House Democrats are putting their mouths where their bank fees are: a group sent a letter to U.S. Attorney General Eric Holder demanding an investigation into the fee hikes several major banks have announced recently.
The liberal leaders suspected that the new fees might violate federal antitrust laws.
The change that has caused the most public outcry is Bank of America's decision to charge debit card users a $5 monthly fee.
Lawmakers who signed the letter (PDF) said that they were suspicious that banks were communicating and colluding to assign fees that were unfair to consumers.
"There is clearly no problem with banks making independent business decisions based upon the landscape as they see it," the letter reads in part. "Antitrust issues are raised, however, if they are attempting to facilitate group decisions on their prices, terms and conditions."
The members of Congress also cited several instances of bank executives warning that consumers would pay the price for Congress' actions regulating overdraft fees and per-transaction fees for purchases made with debit and credit cards.

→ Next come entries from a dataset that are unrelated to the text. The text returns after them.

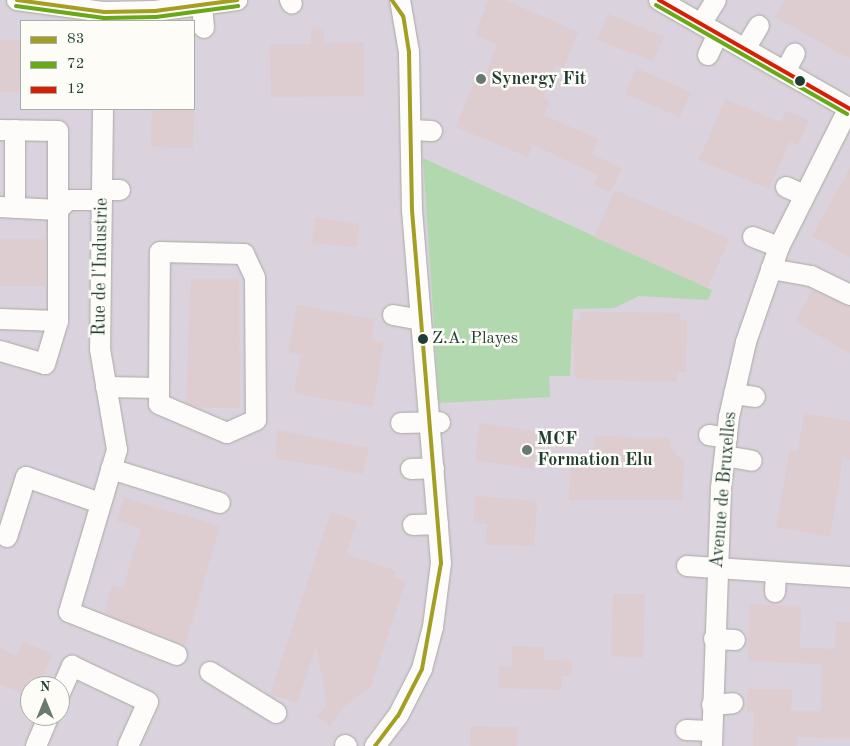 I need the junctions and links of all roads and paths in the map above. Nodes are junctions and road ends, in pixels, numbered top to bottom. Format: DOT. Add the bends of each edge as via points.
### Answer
graph roads {
  1 [pos="17,0"];
  2 [pos="237,0"];
  3 [pos="659,0"];
  4 [pos="716,0"];
  5 [pos="79,5"];
  6 [pos="202,5"];
  7 [pos="398,5"];
  8 [pos="104,16"];
  9 [pos="758,26"];
  10 [pos="204,28"];
  11 [pos="710,29"];
  12 [pos="795,53"];
  13 [pos="708,55"];
  14 [pos="750,58"];
  15 [pos="785,72"];
  16 [pos="849,109"];
  17 [pos="103,110"];
  18 [pos="8,130"];
  19 [pos="411,130"];
  20 [pos="432,131"];
  21 [pos="786,187"];
  22 [pos="108,193"];
  23 [pos="804,195"];
  24 [pos="8,208"];
  25 [pos="58,210"];
  26 [pos="754,237"];
  27 [pos="779,247"];
  28 [pos="771,269"];
  29 [pos="850,295"];
  30 [pos="393,315"];
  31 [pos="0,319"];
  32 [pos="420,320"];
  33 [pos="58,321"];
  34 [pos="0,351"];
  35 [pos="106,387"];
  36 [pos="159,388"];
  37 [pos="734,394"];
  38 [pos="754,396"];
  39 [pos="435,421"];
  40 [pos="401,423"];
  41 [pos="720,443"];
  42 [pos="752,461"];
  43 [pos="412,468"];
  44 [pos="434,468"];
  45 [pos="111,469"];
  46 [pos="100,503"];
  47 [pos="220,503"];
  48 [pos="442,513"];
  49 [pos="413,525"];
  50 [pos="8,537"];
  51 [pos="687,566"];
  52 [pos="717,571"];
  53 [pos="850,577"];
  54 [pos="714,639"];
  55 [pos="735,640"];
  56 [pos="177,655"];
  57 [pos="210,672"];
  58 [pos="67,676"];
  59 [pos="733,703"];
  60 [pos="712,705"];
  61 [pos="276,713"];
  62 [pos="45,726"];
  63 [pos="686,730"];
  64 [pos="712,738"];
  65 [pos="36,746"];
  66 [pos="128,746"];
  67 [pos="376,746"];
  1 -- 5 [label="street"];
  2 -- 6 [label="street"];
  3 -- 11 [label="street"];
  4 -- 11 [label="street"];
  5 -- 8 [label="street"];
  6 -- 8 [label="street"];
  6 -- 10 [label="street"];
  7 -- 19 [label="street"];
  9 -- 14 [label="street"];
  11 -- 13 [label="street"];
  11 -- 14 [label="street"];
  12 -- 15 [label="street"];
  14 -- 15 [label="street"];
  15 -- 16 [label="street"];
  16 -- 23 [label="street, Avenue de Bruxelles"];
  17 -- 22 [label="street, Rue de l'Industrie"];
  18 -- 24 [label="street"];
  18 -- 25 [label="street" via="58,131"];
  19 -- 20 [label="street"];
  19 -- 32 [label="street"];
  21 -- 23 [label="street"];
  22 -- 25 [label="street" via="68,200"];
  22 -- 35 [label="street, Rue de l'Industrie" via="100,349"];
  23 -- 27 [label="street, Avenue de Bruxelles" via="799,217"];
  24 -- 25 [label="street"];
  25 -- 33 [label="street"];
  26 -- 27 [label="street"];
  27 -- 28 [label="street, Avenue de Bruxelles"];
  28 -- 29 [label="street" via="812,276"];
  28 -- 37 [label="street, Avenue de Bruxelles" via="746,342"];
  30 -- 32 [label="street"];
  31 -- 33 [label="street"];
  32 -- 39 [label="street"];
  33 -- 34 [label="street" via="45,364"];
  35 -- 36 [label="street"];
  35 -- 45 [label="street, Rue de l'Industrie" via="117,450"];
  36 -- 36 [label="street" via="160,252 244,254 255,278 256,420 227,433 159,404"];
  37 -- 38 [label="street"];
  37 -- 41 [label="street, Avenue de Bruxelles"];
  39 -- 40 [label="street"];
  39 -- 44 [label="street"];
  41 -- 42 [label="street"];
  41 -- 52 [label="street, Avenue de Bruxelles"];
  43 -- 44 [label="street"];
  44 -- 48 [label="street"];
  45 -- 46 [label="street, Rue de l'Industrie"];
  45 -- 47 [label="street"];
  46 -- 50 [label="street" via="26,477"];
  46 -- 56 [label="street, Rue de l'Industrie" via="69,612"];
  48 -- 49 [label="street"];
  48 -- 67 [label="street" via="441,563 433,626 422,669 398,716"];
  51 -- 52 [label="street"];
  52 -- 53 [label="street" via="776,583 824,582"];
  52 -- 54 [label="street, Avenue de Bruxelles"];
  54 -- 55 [label="street"];
  54 -- 60 [label="street, Avenue de Bruxelles"];
  57 -- 61 [label="street"];
  58 -- 66 [label="street" via="72,666 148,702"];
  59 -- 60 [label="street"];
  60 -- 64 [label="street, Avenue de Bruxelles"];
  62 -- 65 [label="street"];
  63 -- 64 [label="street"];
}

One such statement, recorded in May, is from Independent Community Bankers Association President Jerry C. Walker.
"Free checking is going to be gone," he said. "You can kiss that away. If you want a debit card, there are going to be (extra) fees."
The Dodd-Frank Wall Street Reform and Consumer Protection Act passed by Congress earlier this year restricted banks' ability to assess fees to their customers.

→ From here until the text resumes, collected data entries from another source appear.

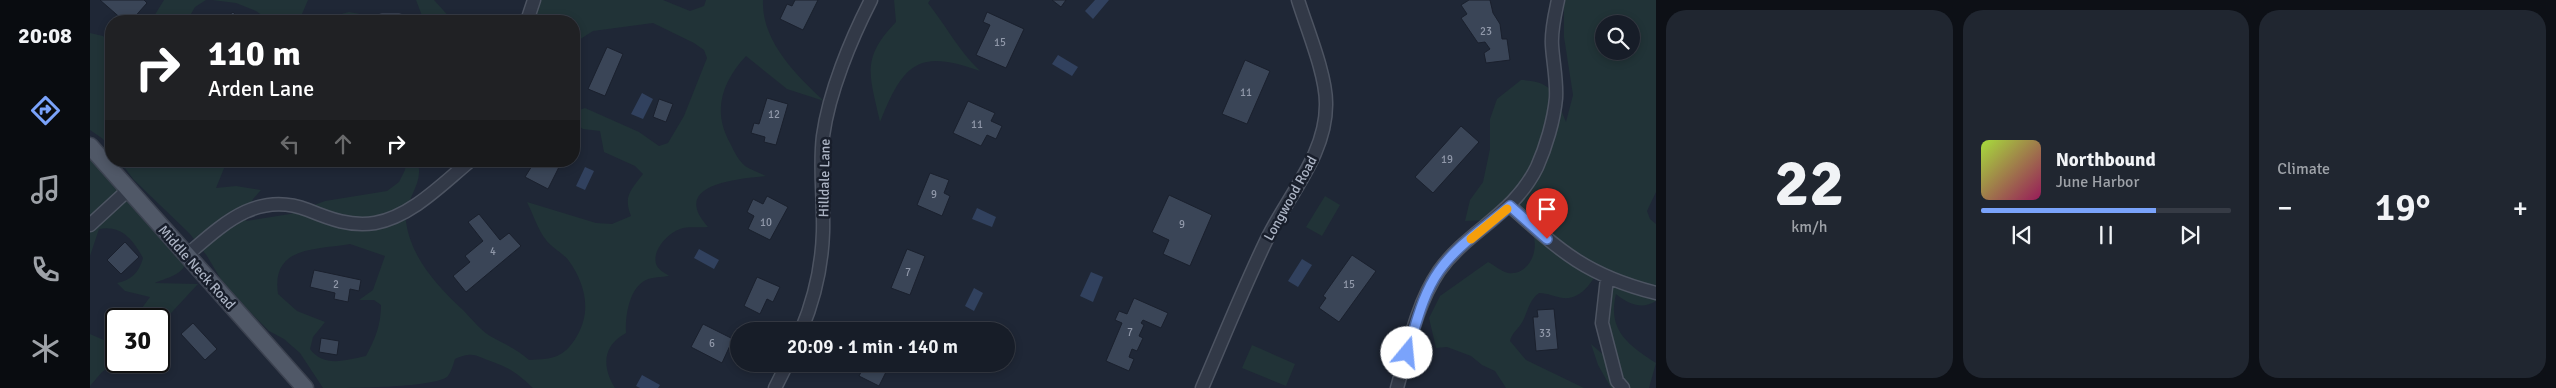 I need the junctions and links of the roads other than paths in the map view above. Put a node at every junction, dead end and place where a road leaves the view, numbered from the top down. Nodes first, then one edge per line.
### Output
1 (534, 0) edge
2 (871, 0) edge
3 (1298, 0) edge
4 (1558, 0) edge
5 (529, 15) edge
6 (90, 146) edge
7 (105, 163) edge
8 (108, 167) edge
9 (462, 167) edge
10 (128, 190) junction
11 (1510, 206) junction
12 (90, 225) edge
13 (186, 255) junction
14 (1607, 278) junction
15 (1656, 293) edge
16 (804, 322) edge
17 (783, 372) edge
18 (305, 388) edge
19 (775, 388) edge
20 (1202, 388) edge
21 (1396, 388) edge
22 (1623, 388) edge

1 - 5 street
2 - 16 street, Hilldale Lane
3 - 20 street, Longwood Road
4 - 11 street
6 - 7 main road, Middle Neck Road
8 - 10 main road, Middle Neck Road
9 - 13 street
10 - 12 street
10 - 13 main road, Middle Neck Road
11 - 14 street
11 - 21 street
13 - 18 main road, Middle Neck Road
14 - 15 street
14 - 22 street
17 - 19 street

Rep. Raul M. Grijalva (D-AZ), co-chair of the Congressional Progressive Caucus, co-signed the letter with Reps. Peter Welch (D-VT), CPC co-chair Keith Ellison (D-MN), John Conyers (D-MI) and Mike Honda (D-CA).

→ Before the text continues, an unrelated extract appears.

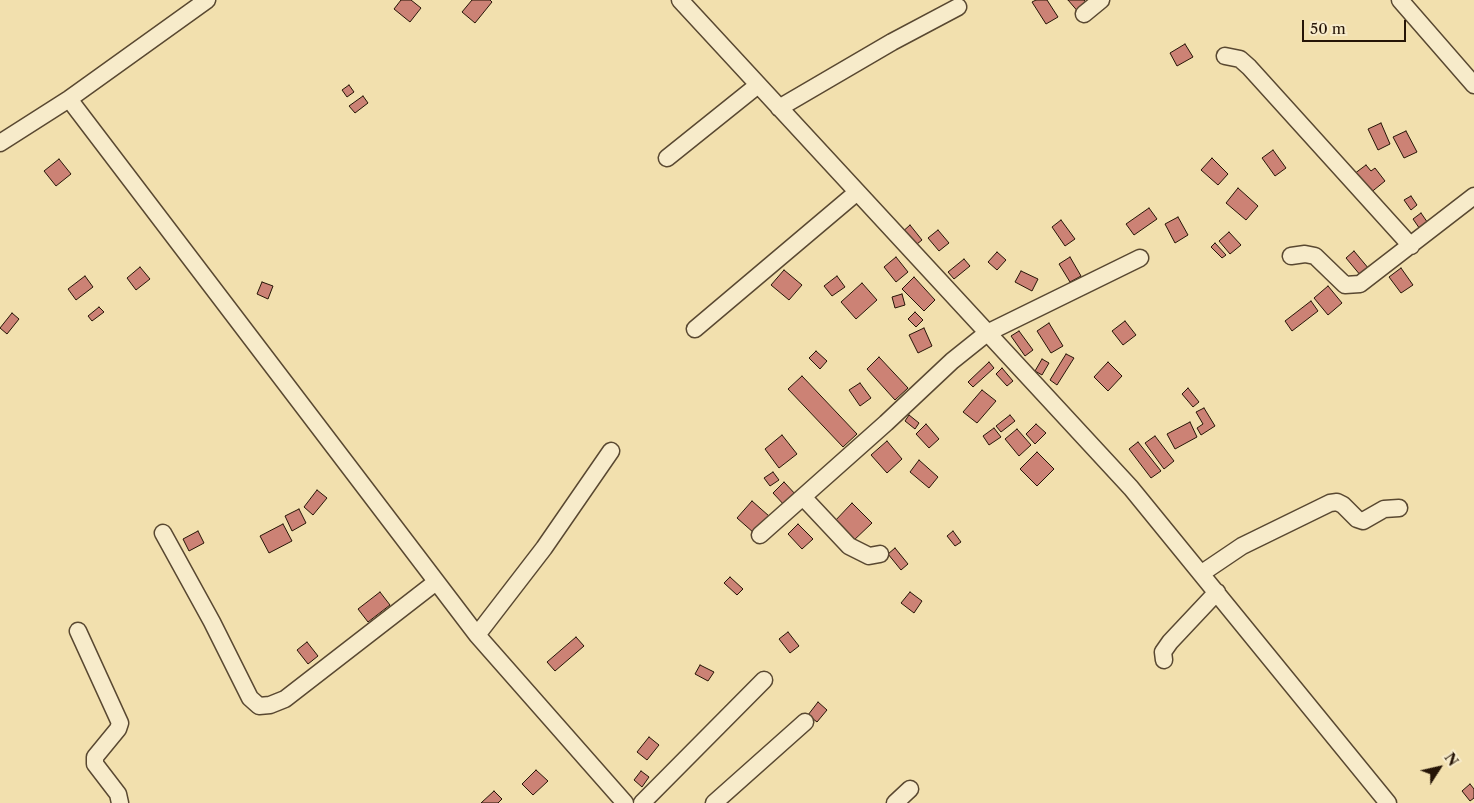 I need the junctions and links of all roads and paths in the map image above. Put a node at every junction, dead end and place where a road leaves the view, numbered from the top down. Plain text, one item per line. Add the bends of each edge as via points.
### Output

"Americans aren’t money trees to be held upside down and shaken until there’s nothing left," Grijalva said in a prepared statement. "We instituted the Dodd-Frank banking law last year because banks are running rampant and squeezing families out of every penny. Now that those rules are going into effect, big bankers are trying to find new and potentially illegal ways to keep squeezing. We need a fair market for banking services in this country, and if the big banks work together to raise fees at the same time, that’s the opposite of choice and competition."